This year has been a rough one for life insurers like Metlife (NYSE: MET ) , as minuscule interest rates put restrictions on investment income, and the demand for their basic product wanes.
Metlife has been especially edgy, though, as post-crisis regulations pile up on companies with banking subsidiaries, as is the case with Metlife. The company has been continually frustrated by regulators in its efforts to unload its banking arm, but good news arrived, just in time for Christmas: The Office of the Comptroller of the Currency has given conditional approval of the insurer's bid to sell its retail banking unit to GE's (NYSE: GE ) financial section, GE Capital.
A protracted battle won
Metlife surely heaved a figurative sigh of relief, for the fight was a long one. Originally, the FDIC had jurisdiction over the sale, but terms were adjusted after several months with no progress, and the OCC became the agency to give its yay or nay. Though this is definitely a win for GE Capital and Metlife both, the unburdening of its retail deposits still might not remove the insurer from the government's regulatory crosshairs .
Metlife is anxious to raise dividends and institute share buybacks, but has been prevented from doing so by regulators. The insurer has been selling off anything to do with banking, having recently sold $70 billion of mortgage servicing rights to megabank JPMorgan Chase (NYSE: JPM ) , whose CEO Jamie Dimon is newly bullish on the housing recovery. With the sale of its deposits to GE Capital, the insurer will deregister as a bank holding company, but it may still be considered a non-bank systemically important institution by the government, which is currently mulling new regulations on this subject.

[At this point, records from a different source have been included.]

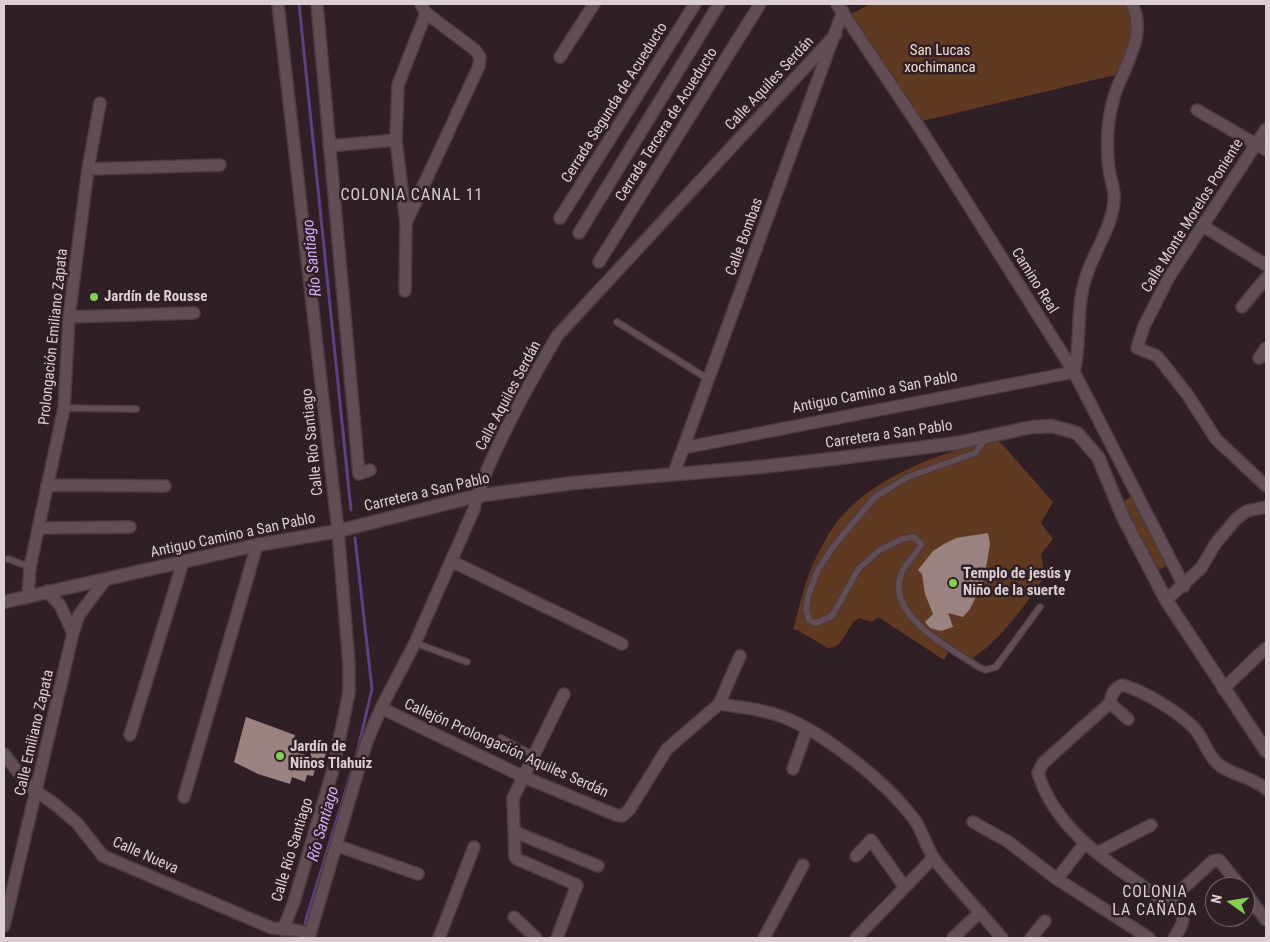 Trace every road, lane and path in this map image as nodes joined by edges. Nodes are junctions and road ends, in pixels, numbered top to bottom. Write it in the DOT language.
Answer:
graph roads {
  1 [pos="278,4"];
  2 [pos="317,4"];
  3 [pos="594,4"];
  4 [pos="695,4"];
  5 [pos="719,4"];
  6 [pos="760,4"];
  7 [pos="1132,4"];
  8 [pos="840,7"];
  9 [pos="424,8"];
  10 [pos="836,34"];
  11 [pos="560,57"];
  12 [pos="100,103"];
  13 [pos="1197,110"];
  14 [pos="1266,129"];
  15 [pos="396,140"];
  16 [pos="329,146"];
  17 [pos="1261,146"];
  18 [pos="220,165"];
  19 [pos="88,169"];
  20 [pos="560,218"];
  21 [pos="406,223"];
  22 [pos="1203,226"];
  23 [pos="579,233"];
  24 [pos="599,262"];
  25 [pos="1266,265"];
  26 [pos="1266,278"];
  27 [pos="405,292"];
  28 [pos="1242,307"];
  29 [pos="194,313"];
  30 [pos="69,317"];
  31 [pos="617,322"];
  32 [pos="1266,348"];
  33 [pos="1258,358"];
  34 [pos="1074,372"];
  35 [pos="708,379"];
  36 [pos="64,408"];
  37 [pos="136,409"];
  38 [pos="988,436"];
  39 [pos="682,448"];
  40 [pos="370,470"];
  41 [pos="674,473"];
  42 [pos="47,485"];
  43 [pos="165,486"];
  44 [pos="1266,486"];
  45 [pos="476,496"];
  46 [pos="1266,508"];
  47 [pos="130,527"];
  48 [pos="38,528"];
  49 [pos="338,531"];
  50 [pos="257,545"];
  51 [pos="8,559"];
  52 [pos="451,560"];
  53 [pos="183,562"];
  54 [pos="30,568"];
  55 [pos="106,580"];
  56 [pos="1184,586"];
  57 [pos="47,591"];
  58 [pos="28,596"];
  59 [pos="1166,600"];
  60 [pos="4,602"];
  61 [pos="1040,607"];
  62 [pos="73,633"];
  63 [pos="415,643"];
  64 [pos="622,644"];
  65 [pos="1266,648"];
  66 [pos="740,656"];
  67 [pos="467,662"];
  68 [pos="1223,689"];
  69 [pos="564,694"];
  70 [pos="1110,703"];
  71 [pos="719,704"];
  72 [pos="381,708"];
  73 [pos="1128,719"];
  74 [pos="807,729"];
  75 [pos="130,735"];
  76 [pos="501,738"];
  77 [pos="1266,751"];
  78 [pos="4,754"];
  79 [pos="535,756"];
  80 [pos="792,769"];
  81 [pos="524,777"];
  82 [pos="1266,789"];
  83 [pos="37,790"];
  84 [pos="184,797"];
  85 [pos="973,822"];
  86 [pos="1151,825"];
  87 [pos="515,832"];
  88 [pos="1084,843"];
  89 [pos="338,846"];
  90 [pos="474,847"];
  91 [pos="1097,853"];
  92 [pos="856,856"];
  93 [pos="933,858"];
  94 [pos="803,865"];
  95 [pos="598,866"];
  96 [pos="418,874"];
  97 [pos="1233,877"];
  98 [pos="1058,879"];
  99 [pos="904,886"];
  100 [pos="1167,903"];
  101 [pos="1255,905"];
  102 [pos="980,912"];
  103 [pos="514,917"];
  104 [pos="1266,920"];
  105 [pos="1045,921"];
  106 [pos="4,926"];
  107 [pos="280,932"];
  108 [pos="309,935"];
  109 [pos="322,938"];
  110 [pos="439,938"];
  111 [pos="536,938"];
  112 [pos="556,938"];
  113 [pos="764,938"];
  114 [pos="856,938"];
  115 [pos="954,938"];
  116 [pos="1002,938"];
  117 [pos="1031,938"];
  118 [pos="1149,938"];
  119 [pos="1174,938"];
  1 -- 49 [label="street, Calle Río Santiago"];
  2 -- 16 [label="street"];
  3 -- 11 [label="street"];
  4 -- 20 [label="street, Cerrada Segunda de Acueducto"];
  5 -- 23 [label="street"];
  6 -- 24 [label="street, Cerrada Tercera de Acueducto"];
  7 -- 34 [label="street"];
  8 -- 10 [label="street, Calle Bombas"];
  8 -- 34 [label="street, Camino Real"];
  9 -- 15 [label="street"];
  9 -- 21 [label="street"];
  10 -- 35 [label="street, Calle Bombas"];
  10 -- 45 [label="street, Calle Aquiles Serdán"];
  12 -- 19 [label="street, Prolongación Emiliano Zapata"];
  13 -- 17 [label="street"];
  14 -- 17 [label="street, Calle Monte Morelos Poniente"];
  15 -- 16 [label="street"];
  15 -- 21 [label="street"];
  16 -- 40 [label="street"];
  17 -- 22 [label="street, Calle Monte Morelos Poniente"];
  18 -- 19 [label="street"];
  19 -- 30 [label="street, Prolongación Emiliano Zapata"];
  21 -- 27 [label="street"];
  22 -- 25 [label="street"];
  22 -- 44 [label="street, Calle Monte Morelos Poniente"];
  26 -- 28 [label="street"];
  29 -- 30 [label="street"];
  30 -- 36 [label="street, Prolongación Emiliano Zapata"];
  31 -- 35 [label="lane"];
  32 -- 33 [label="street"];
  34 -- 39 [label="street, Antiguo Camino a San Pablo"];
  34 -- 56 [label="street, Camino Real"];
  35 -- 39 [label="street, Calle Bombas"];
  36 -- 37 [label="lane"];
  36 -- 42 [label="street, Prolongación Emiliano Zapata"];
  38 -- 41 [label="main road, Carretera a San Pablo"];
  38 -- 59 [label="main road, Carretera a San Pablo"];
  38 -- 61 [label="lane"];
  39 -- 41 [label="street, Calle Bombas"];
  41 -- 45 [label="main road, Carretera a San Pablo"];
  42 -- 43 [label="street"];
  42 -- 48 [label="street, Prolongación Emiliano Zapata"];
  45 -- 49 [label="main road, Carretera a San Pablo"];
  45 -- 52 [label="street, Calle Aquiles Serdán"];
  46 -- 56 [label="street"];
  47 -- 48 [label="street"];
  48 -- 54 [label="street, Prolongación Emiliano Zapata"];
  49 -- 50 [label="main road, Antiguo Camino a San Pablo"];
  49 -- 107 [label="street, Calle Río Santiago"];
  50 -- 53 [label="main road, Antiguo Camino a San Pablo"];
  50 -- 84 [label="street"];
  51 -- 54 [label="lane"];
  52 -- 63 [label="street, Calle Aquiles Serdán"];
  52 -- 64 [label="street"];
  53 -- 55 [label="main road, Antiguo Camino a San Pablo"];
  53 -- 75 [label="street"];
  54 -- 58 [label="street, Prolongación Emiliano Zapata"];
  55 -- 57 [label="main road, Antiguo Camino a San Pablo"];
  55 -- 62 [label="street, Calle Emiliano Zapata"];
  56 -- 59 [label="street"];
  57 -- 58 [label="main road, Antiguo Camino a San Pablo"];
  57 -- 62 [label="street"];
  58 -- 60 [label="main road, Antiguo Camino a San Pablo"];
  59 -- 68 [label="main road, Carretera a San Pablo"];
  62 -- 83 [label="street, Calle Emiliano Zapata"];
  63 -- 67 [label="lane"];
  63 -- 72 [label="street, Calle Aquiles Serdán"];
  65 -- 68 [label="street"];
  66 -- 71 [label="street"];
  68 -- 77 [label="main road, Carretera a San Pablo"];
  69 -- 79 [label="street"];
  70 -- 73 [label="street"];
  70 -- 82 [label="street"];
  70 -- 88 [label="street"];
  71 -- 74 [label="street"];
  71 -- 81 [label="street, Callejón Prolongación Aquiles Serdán"];
  72 -- 81 [label="street, Callejón Prolongación Aquiles Serdán"];
  72 -- 89 [label="street, Calle Aquiles Serdán"];
  74 -- 80 [label="street"];
  74 -- 93 [label="street"];
  76 -- 79 [label="lane"];
  78 -- 83 [label="street, Calle Nueva"];
  79 -- 81 [label="street"];
  81 -- 87 [label="street"];
  83 -- 106 [label="street, Calle Emiliano Zapata"];
  83 -- 107 [label="street, Calle Nueva"];
  85 -- 98 [label="street"];
  86 -- 91 [label="street"];
  87 -- 95 [label="street"];
  87 -- 112 [label="street"];
  88 -- 91 [label="street"];
  88 -- 98 [label="street"];
  89 -- 96 [label="street"];
  89 -- 108 [label="street, Calle Aquiles Serdán"];
  90 -- 110 [label="street"];
  91 -- 100 [label="street"];
  92 -- 99 [label="street"];
  93 -- 99 [label="street"];
  93 -- 102 [label="street"];
  94 -- 113 [label="street"];
  97 -- 100 [label="street"];
  98 -- 118 [label="street"];
  99 -- 114 [label="street"];
  100 -- 119 [label="street"];
  101 -- 104 [label="street"];
  102 -- 115 [label="street"];
  102 -- 116 [label="street"];
  103 -- 111 [label="street"];
  105 -- 117 [label="street"];
  107 -- 108 [label="street, Calle Nueva"];
  108 -- 109 [label="street, Calle Nueva"];
}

Other problems are evident, however
There are other issues, as well. Not only does it not have a closing date for the sale – which means that it might still face the 2013 stress test if things don't proceed quickly – it has also tamped down guidance for next year. The company announced that earnings may be substantially lower than analysts expect, and that a stock buyback probably isn't in the cards. Why so glum? You guessed it: super-low interest rates. The company expects tiny spreads to depress investment income into 2013, shrinking per-share earnings below what was previously expected.
The annuity business took a hit this year, too. Metlife reported an $800 million charge for Q4, due partly to plummeting interest rates, but also as a result of fixed-income products sold with variable annuities. Annuities have definitely lost their luster, and the company will reduce sales of that product by 40% next year.
One Fool's take
These headwinds are strong, but some, such as teensy interest rate spreads, affect every company in the financial sector. Metlife has always been adept at insuring against interest rate changes through hedging programs, and will likely continue to do so.
Though 2013 isn't looking stellar, Metlife has a plan. The company expects to see a return on equity of between 12% and 14% by 2016, despite low rates, compared with this year's ROE of around 11%. The company plans to expand its non-domestic business, particularly in Asia, as well as trim costs to get to that robust ROE metric. Can Metlife pull it off? Time will tell – but I wouldn't bet against it.